EXERCISE REQUIREMENTS. Every entry is to be transcribed as it stands. Images stay out.

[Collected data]
::::::
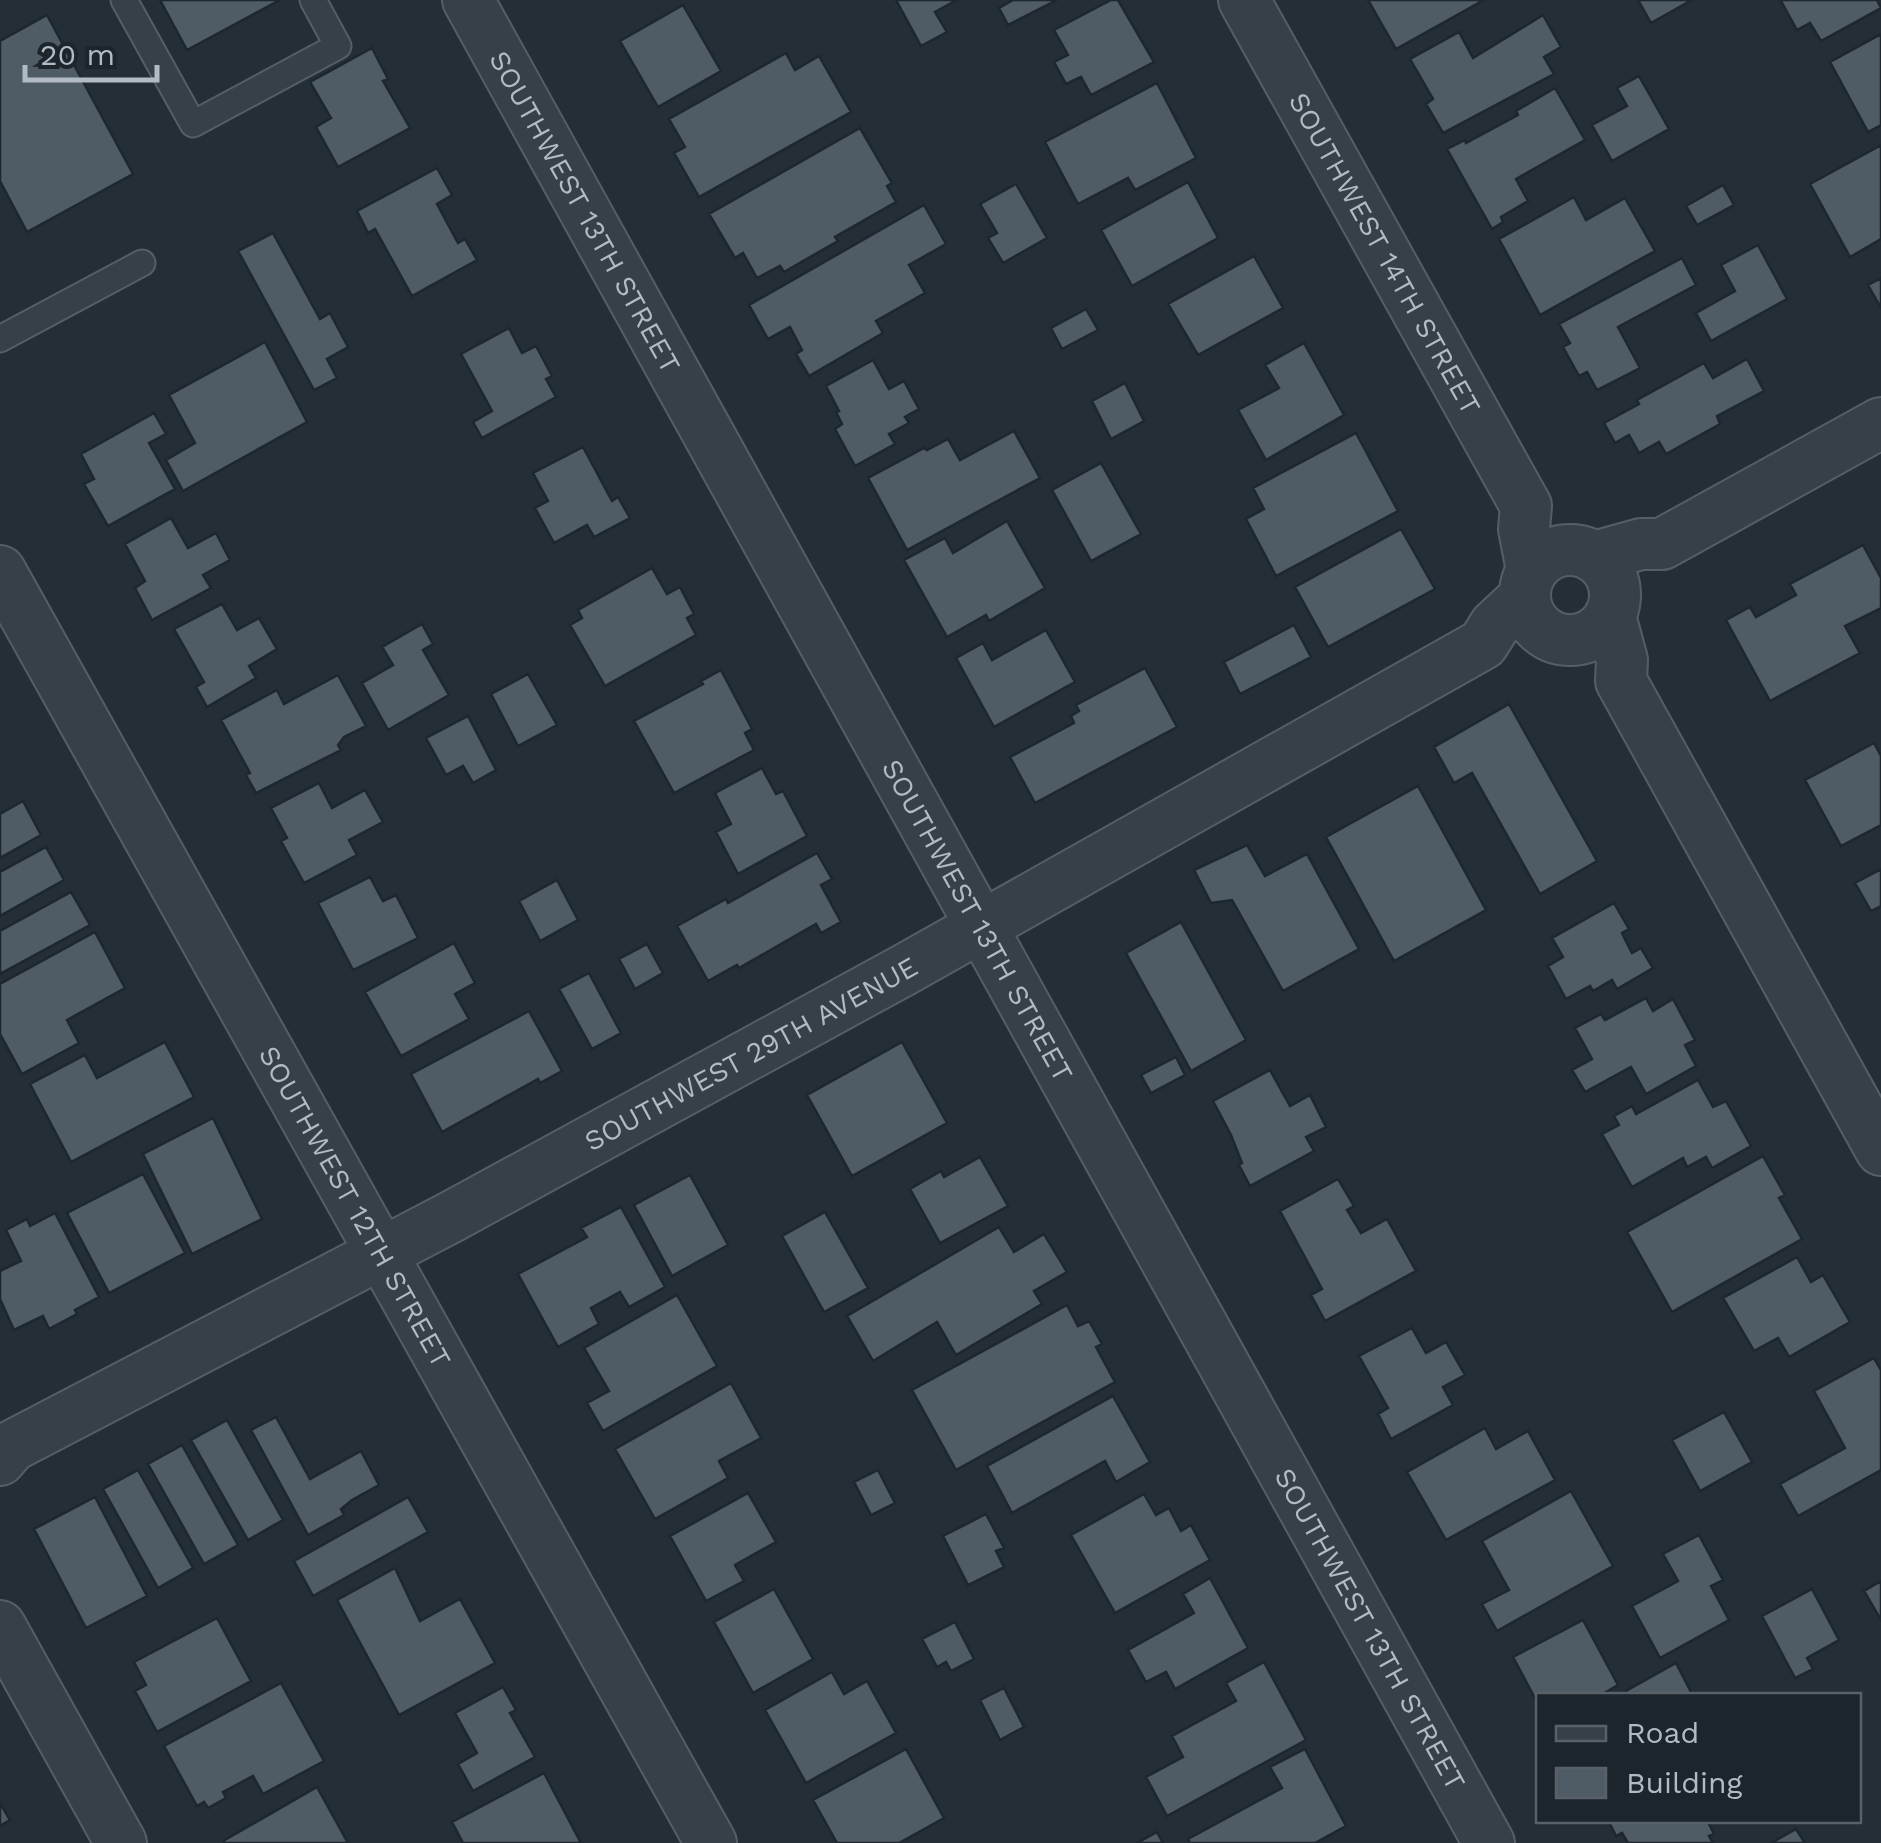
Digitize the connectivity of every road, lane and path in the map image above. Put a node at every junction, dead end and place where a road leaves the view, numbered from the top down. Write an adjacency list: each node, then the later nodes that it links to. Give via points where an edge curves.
1 (124, 0): 2 (lane, via 193,124 338,46)
2 (314, 0)
3 (468, 0): 10 (street, SOUTHWEST 13TH STREET)
4 (1244, 0): 9 (street, SOUTHWEST 14TH STREET, via 1526,506 1561,531)
5 (142, 263): 6 (lane)
6 (0, 339)
7 (1881, 423): 9 (street, via 1662,544 1641,544)
8 (0, 570): 12 (street, SOUTHWEST 12TH STREET)
9 (1570, 594): 10 (street, SOUTHWEST 29TH AVENUE, via 1495,625 1482,644); 11 (street, SOUTHWEST 14TH STREET, via 1604,672 1622,681)
10 (980, 925): 12 (street, SOUTHWEST 29TH AVENUE); 17 (street, SOUTHWEST 13TH STREET)
11 (1881, 1150)
12 (383, 1253): 13 (street, SOUTHWEST 29TH AVENUE); 16 (street, SOUTHWEST 12TH STREET)
13 (4, 1451)
14 (0, 1626): 15 (street)
15 (121, 1843)
16 (711, 1843)
17 (1490, 1843)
::::::
WRITTEN REPLY.
Digitize the connectivity of every road, lane and path in the map image above. Put a node at every junction, dead end and place where a road leaves the view, numbered from the top down. Write an adjacency list: each node, then the later nodes that it links to. Give via points where an edge curves.
1 (124, 0): 2 (lane, via 193,124 338,46)
2 (314, 0)
3 (468, 0): 10 (street, SOUTHWEST 13TH STREET)
4 (1244, 0): 9 (street, SOUTHWEST 14TH STREET, via 1526,506 1561,531)
5 (142, 263): 6 (lane)
6 (0, 339)
7 (1881, 423): 9 (street, via 1662,544 1641,544)
8 (0, 570): 12 (street, SOUTHWEST 12TH STREET)
9 (1570, 594): 10 (street, SOUTHWEST 29TH AVENUE, via 1495,625 1482,644); 11 (street, SOUTHWEST 14TH STREET, via 1604,672 1622,681)
10 (980, 925): 12 (street, SOUTHWEST 29TH AVENUE); 17 (street, SOUTHWEST 13TH STREET)
11 (1881, 1150)
12 (383, 1253): 13 (street, SOUTHWEST 29TH AVENUE); 16 (street, SOUTHWEST 12TH STREET)
13 (4, 1451)
14 (0, 1626): 15 (street)
15 (121, 1843)
16 (711, 1843)
17 (1490, 1843)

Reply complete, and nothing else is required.